Additionally, I suggest you get an AP Calculus review book to supplement the practice in class and
from our textbook. On Schoology (schoology.svvsd.org), I will have a list of books that I suggest. This is
not a requirement, but HIGHLY recommended.
Schoology (schoology.svvsd.org) will be used for the class webiste. On Schoology, I will post calendars,
homework assignments, study aides, online resources and important information. Class notes will be
posted on the website and students will be expected to print notes before class. The website is
schoology.svvsd.org.
Summer Homework:
In order to get through all of the material by May, you have been assigned a summer assignment. In
this assignment you will be reviewing concepts from previous math courses, practicing graphing using
your calculator, and introducing yourself to the course material.
This summer assignment will count for a major portion of your semester homework grade; therefore,
this is not an optional assignment. Your summer assignment will be due the first day of class and we
will then take a quiz over the material. Students who do not, or cannot complete this assignment
should definitely ask themselves if they should be taking AP Calculus.
I suggested you complete the assignment in parts over the summer to avoid cramming the entire
assignment until August. All of these problems were chosen to help students review and prepare over
the summer, as well as familiarize you with the AP exam. Students are encouraged to work together,
1
but any final work must be that of the individual student. You are encouraged to review and use your
notes from previous math courses to help with the assignment.

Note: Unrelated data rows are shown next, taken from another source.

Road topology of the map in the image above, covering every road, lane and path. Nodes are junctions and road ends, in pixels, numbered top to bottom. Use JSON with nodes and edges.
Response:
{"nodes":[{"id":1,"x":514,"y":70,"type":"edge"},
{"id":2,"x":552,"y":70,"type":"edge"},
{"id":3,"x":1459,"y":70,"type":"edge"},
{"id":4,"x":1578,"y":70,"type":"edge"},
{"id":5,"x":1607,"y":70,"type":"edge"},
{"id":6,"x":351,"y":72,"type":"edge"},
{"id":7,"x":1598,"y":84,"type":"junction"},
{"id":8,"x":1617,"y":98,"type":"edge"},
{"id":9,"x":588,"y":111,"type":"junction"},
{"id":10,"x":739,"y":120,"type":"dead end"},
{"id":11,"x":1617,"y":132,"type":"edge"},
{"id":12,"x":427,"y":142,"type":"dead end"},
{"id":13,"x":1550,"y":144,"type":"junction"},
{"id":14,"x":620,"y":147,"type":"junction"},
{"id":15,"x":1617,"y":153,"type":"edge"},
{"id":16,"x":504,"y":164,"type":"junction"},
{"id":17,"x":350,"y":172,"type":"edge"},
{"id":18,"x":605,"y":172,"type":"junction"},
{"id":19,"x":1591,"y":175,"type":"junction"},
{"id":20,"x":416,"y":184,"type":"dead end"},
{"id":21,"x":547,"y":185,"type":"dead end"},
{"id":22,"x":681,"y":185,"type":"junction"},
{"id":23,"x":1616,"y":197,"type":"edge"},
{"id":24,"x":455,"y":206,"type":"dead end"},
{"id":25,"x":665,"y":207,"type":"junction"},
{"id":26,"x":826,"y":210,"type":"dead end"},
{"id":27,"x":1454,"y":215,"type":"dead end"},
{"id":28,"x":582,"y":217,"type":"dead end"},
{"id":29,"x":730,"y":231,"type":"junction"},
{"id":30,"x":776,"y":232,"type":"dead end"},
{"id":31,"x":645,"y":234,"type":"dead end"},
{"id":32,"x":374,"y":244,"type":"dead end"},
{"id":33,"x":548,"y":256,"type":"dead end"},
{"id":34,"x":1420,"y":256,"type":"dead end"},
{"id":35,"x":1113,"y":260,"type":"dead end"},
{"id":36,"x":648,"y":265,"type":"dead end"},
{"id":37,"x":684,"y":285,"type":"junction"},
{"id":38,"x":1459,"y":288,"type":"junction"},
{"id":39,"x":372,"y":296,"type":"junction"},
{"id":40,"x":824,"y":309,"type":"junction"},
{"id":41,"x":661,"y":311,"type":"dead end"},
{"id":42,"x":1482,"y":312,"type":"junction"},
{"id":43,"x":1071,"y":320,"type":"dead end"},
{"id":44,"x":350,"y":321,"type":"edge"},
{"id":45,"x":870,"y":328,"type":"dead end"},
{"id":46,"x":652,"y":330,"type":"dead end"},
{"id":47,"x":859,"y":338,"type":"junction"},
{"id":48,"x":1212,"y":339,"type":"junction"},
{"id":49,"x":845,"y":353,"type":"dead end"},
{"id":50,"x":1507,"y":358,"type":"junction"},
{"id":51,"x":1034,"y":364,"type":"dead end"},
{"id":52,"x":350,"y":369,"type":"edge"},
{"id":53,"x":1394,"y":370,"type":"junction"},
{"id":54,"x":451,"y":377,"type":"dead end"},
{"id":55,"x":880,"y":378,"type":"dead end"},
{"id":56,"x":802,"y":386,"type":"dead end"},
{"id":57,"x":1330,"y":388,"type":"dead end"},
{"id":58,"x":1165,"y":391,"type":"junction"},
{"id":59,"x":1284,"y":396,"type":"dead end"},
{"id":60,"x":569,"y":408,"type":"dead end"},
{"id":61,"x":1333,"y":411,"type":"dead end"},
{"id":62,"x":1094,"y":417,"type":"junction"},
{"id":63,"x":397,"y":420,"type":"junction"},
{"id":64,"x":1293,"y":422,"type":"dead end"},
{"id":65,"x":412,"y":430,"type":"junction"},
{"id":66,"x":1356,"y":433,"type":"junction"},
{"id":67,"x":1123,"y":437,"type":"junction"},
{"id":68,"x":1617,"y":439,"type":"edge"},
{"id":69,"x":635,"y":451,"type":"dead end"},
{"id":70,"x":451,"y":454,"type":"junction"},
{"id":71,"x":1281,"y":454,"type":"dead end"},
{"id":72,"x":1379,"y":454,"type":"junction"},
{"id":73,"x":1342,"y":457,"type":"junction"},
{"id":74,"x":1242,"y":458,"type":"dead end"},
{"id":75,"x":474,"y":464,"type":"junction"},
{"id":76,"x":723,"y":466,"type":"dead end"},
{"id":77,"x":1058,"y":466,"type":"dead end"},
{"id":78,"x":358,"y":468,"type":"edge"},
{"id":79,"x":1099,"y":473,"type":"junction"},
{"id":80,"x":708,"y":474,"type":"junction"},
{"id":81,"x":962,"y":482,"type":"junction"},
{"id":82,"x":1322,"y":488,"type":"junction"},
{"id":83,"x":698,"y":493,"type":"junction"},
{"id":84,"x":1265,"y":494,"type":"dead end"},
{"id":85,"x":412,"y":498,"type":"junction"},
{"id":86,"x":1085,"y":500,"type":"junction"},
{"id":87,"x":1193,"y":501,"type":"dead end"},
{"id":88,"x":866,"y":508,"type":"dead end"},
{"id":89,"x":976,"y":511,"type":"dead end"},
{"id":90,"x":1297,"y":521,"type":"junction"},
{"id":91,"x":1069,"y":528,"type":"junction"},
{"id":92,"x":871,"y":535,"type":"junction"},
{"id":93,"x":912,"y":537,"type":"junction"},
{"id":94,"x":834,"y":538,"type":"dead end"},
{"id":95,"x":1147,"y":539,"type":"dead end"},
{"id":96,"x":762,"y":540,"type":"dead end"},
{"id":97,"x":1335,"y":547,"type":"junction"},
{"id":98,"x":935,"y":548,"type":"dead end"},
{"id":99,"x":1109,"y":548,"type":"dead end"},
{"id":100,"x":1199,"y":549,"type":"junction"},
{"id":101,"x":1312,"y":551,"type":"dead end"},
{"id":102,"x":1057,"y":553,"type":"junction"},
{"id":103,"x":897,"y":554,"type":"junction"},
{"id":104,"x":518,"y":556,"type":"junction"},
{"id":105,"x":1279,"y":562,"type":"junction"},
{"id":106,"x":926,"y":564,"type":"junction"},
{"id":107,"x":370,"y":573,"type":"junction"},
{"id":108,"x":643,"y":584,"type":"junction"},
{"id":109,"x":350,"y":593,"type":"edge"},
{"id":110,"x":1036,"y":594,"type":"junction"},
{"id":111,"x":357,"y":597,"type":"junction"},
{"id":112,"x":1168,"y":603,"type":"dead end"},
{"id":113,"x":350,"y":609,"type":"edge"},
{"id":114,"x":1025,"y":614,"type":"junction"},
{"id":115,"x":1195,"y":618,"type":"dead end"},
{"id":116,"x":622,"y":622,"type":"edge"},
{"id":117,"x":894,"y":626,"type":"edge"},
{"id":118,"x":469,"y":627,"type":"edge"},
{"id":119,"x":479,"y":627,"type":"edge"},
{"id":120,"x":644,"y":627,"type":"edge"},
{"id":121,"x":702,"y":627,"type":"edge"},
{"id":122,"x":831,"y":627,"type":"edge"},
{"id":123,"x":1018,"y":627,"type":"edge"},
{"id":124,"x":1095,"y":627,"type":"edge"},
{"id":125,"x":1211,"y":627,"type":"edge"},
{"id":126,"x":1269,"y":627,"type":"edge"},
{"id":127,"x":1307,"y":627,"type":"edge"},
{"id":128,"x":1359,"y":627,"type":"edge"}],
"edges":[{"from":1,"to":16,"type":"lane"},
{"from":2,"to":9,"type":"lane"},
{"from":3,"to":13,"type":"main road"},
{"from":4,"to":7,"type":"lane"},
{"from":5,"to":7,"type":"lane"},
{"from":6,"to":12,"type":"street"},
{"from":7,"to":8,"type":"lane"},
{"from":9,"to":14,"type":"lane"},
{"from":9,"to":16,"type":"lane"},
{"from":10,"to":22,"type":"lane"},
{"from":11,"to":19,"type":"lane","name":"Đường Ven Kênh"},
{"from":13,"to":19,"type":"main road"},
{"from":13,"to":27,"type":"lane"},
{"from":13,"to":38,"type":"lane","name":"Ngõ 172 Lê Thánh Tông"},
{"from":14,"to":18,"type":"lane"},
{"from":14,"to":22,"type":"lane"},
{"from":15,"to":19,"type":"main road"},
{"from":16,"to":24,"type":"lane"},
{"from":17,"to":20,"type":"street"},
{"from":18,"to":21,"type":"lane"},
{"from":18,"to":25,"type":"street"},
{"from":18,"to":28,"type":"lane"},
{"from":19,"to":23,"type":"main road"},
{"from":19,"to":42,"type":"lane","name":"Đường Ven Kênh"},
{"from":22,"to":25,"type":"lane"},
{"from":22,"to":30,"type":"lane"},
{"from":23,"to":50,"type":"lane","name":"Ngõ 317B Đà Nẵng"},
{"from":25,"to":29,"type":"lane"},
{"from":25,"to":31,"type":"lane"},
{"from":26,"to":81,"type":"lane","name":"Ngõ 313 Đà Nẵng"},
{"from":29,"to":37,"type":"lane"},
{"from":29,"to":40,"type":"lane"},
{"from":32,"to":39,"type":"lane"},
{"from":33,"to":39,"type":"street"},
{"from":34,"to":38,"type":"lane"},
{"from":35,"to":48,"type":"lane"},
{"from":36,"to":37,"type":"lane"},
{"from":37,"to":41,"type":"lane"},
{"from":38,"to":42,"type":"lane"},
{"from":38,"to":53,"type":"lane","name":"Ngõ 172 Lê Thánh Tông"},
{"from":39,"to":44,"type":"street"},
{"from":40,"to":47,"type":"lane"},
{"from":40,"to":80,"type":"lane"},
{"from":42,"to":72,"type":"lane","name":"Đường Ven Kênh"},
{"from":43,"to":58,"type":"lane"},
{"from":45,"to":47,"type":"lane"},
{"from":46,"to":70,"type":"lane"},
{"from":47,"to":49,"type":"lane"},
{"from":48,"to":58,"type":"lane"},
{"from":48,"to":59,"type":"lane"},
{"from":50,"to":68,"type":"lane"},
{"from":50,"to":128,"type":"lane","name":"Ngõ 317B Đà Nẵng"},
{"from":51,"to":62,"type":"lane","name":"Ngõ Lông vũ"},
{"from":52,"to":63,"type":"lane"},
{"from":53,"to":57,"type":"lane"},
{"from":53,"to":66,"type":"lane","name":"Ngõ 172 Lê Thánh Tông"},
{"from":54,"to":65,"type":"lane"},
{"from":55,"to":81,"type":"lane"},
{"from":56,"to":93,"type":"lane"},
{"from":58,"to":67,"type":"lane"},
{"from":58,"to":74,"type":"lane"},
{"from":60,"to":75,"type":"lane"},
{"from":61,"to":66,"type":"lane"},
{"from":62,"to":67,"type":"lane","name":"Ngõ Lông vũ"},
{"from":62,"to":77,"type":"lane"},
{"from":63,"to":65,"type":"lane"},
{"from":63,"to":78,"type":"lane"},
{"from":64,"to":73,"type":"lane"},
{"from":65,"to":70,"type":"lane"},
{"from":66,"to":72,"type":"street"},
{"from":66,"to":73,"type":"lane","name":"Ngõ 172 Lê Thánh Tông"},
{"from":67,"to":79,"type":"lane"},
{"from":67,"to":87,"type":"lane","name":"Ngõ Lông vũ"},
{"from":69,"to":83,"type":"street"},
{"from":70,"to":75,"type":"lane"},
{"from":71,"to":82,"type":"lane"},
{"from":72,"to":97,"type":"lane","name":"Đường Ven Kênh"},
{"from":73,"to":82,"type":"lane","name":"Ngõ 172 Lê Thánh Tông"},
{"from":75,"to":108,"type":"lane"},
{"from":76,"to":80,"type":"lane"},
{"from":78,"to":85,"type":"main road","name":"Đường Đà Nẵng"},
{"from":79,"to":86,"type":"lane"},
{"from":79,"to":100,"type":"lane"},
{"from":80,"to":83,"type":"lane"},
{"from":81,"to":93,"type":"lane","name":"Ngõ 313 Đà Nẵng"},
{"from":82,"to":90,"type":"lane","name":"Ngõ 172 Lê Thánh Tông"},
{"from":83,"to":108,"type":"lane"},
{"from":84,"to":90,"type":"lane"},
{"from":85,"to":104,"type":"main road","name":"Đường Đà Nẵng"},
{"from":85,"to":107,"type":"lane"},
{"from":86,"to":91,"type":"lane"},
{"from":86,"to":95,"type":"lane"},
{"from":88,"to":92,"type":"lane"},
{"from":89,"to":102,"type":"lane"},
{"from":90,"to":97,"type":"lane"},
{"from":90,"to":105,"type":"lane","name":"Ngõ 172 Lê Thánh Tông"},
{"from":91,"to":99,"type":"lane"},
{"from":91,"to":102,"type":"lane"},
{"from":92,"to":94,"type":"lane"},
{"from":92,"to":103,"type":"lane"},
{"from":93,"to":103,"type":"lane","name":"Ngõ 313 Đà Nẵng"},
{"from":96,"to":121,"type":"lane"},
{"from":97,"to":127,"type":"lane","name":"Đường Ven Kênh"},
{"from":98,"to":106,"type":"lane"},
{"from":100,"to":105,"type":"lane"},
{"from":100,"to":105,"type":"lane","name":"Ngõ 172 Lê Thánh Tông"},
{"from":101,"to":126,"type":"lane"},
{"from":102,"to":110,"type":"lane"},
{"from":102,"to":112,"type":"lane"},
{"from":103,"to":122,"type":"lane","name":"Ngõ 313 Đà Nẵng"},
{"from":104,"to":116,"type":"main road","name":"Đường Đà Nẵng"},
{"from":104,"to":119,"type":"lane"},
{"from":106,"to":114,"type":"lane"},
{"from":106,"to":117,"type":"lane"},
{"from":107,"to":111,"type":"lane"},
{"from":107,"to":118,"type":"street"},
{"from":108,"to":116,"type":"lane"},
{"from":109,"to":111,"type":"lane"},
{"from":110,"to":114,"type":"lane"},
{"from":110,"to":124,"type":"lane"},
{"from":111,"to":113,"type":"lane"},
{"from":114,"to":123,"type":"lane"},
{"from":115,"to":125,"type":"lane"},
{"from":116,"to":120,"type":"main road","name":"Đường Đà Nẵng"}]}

Legibility and understandability are important. If your work is illegible, I cannot find your answer, or
there is not support (work) for your answer, you will receive not credit for the problem. You can use
your calculator to complete the summer homework, but please keep in mind that more than half of the
AP exam is non-calculator. Therefore, do not rely too much on your calculator.
Schoology:
You will be added to a Schoology (schoology.svvsd.org) course for the summer. Most likely this will be
a different Schoology course than we will use during the school year. I will use this Schoology site to
share important information and resources throughout the summer. There will also be a discussion
board where you can post questions for your peers and the teacher throughout the summer. It is an
expectation that you check Schoology on a regular basis over the summer.
Calculus Readiness Test:
Please use the Fresno State University Calculus Readiness Test
(http://www.fresnostate.edu/csm/math/students/placement-exams/calc-readiness.html) to prepare
for the upcoming year of calculus. There are two practice test available, and you will get immediate
feedback. The problems on this readiness test are similar to the summer homework and first day quiz.
Calc Camp:
Calc Camp will be August 1-3 in T109 from 1-3 pm. On August 1, we will review sections A-H and
calculator tips (section P). On August 2, we will review sections I-O and limits. On August 3, we will
review limits and derivatives. It is highly suggested that you attend these sessions. These are not
required, but highly suggested. Please note, I will not be teaching the concepts in this summer
homework, but reviewing the concepts. We will also begin discussions on limits and derivatives.
On August 4, the session will be for Calculus BC students on parametric equations and other concepts
needed for Calculus BC.
Other Online Resources:
www.purplemath.com
www.kahnacademy.com
http://tutorial.math.lamar.edu/Classes/CalcI/Cal
cI.aspx
http://www.mastermathmentor.com/calc/RURea
dy.ashx
https://www.wolframalpha.com/
If you have any questions, you can contact me over the summer at [email protected]. I will
be out of town part of the summer, but generally check this e-mail every 2-3 days. Please send me a
brief e-mail introducing yourself and so I have a way of contacting you over the summer.
I am looking forward to an exciting year in AP Calculus AB next year and getting to know all of you!
Have a good summer and see you in the fall,
Anna Panakhyo
2
AP Calculus Summer Homework
Due: First Day of Class
-
There will be a quiz over this material the first day of class.
You are encouraged to work with other students, but each individual student must have their own work.
It is suggested that you work on this assignment in parts over the summer. It is NOT suggested to wait until
August to complete this assignment.
You may complete all your work on this paper. Show ALL work! Box all answers.
A graphing calculator is required for some questions.
Round answers to the nearest thousandth.
A. Solve Linear Equations
- Can you solve an equation requiring distribution, combining like terms, and clearing the fraction?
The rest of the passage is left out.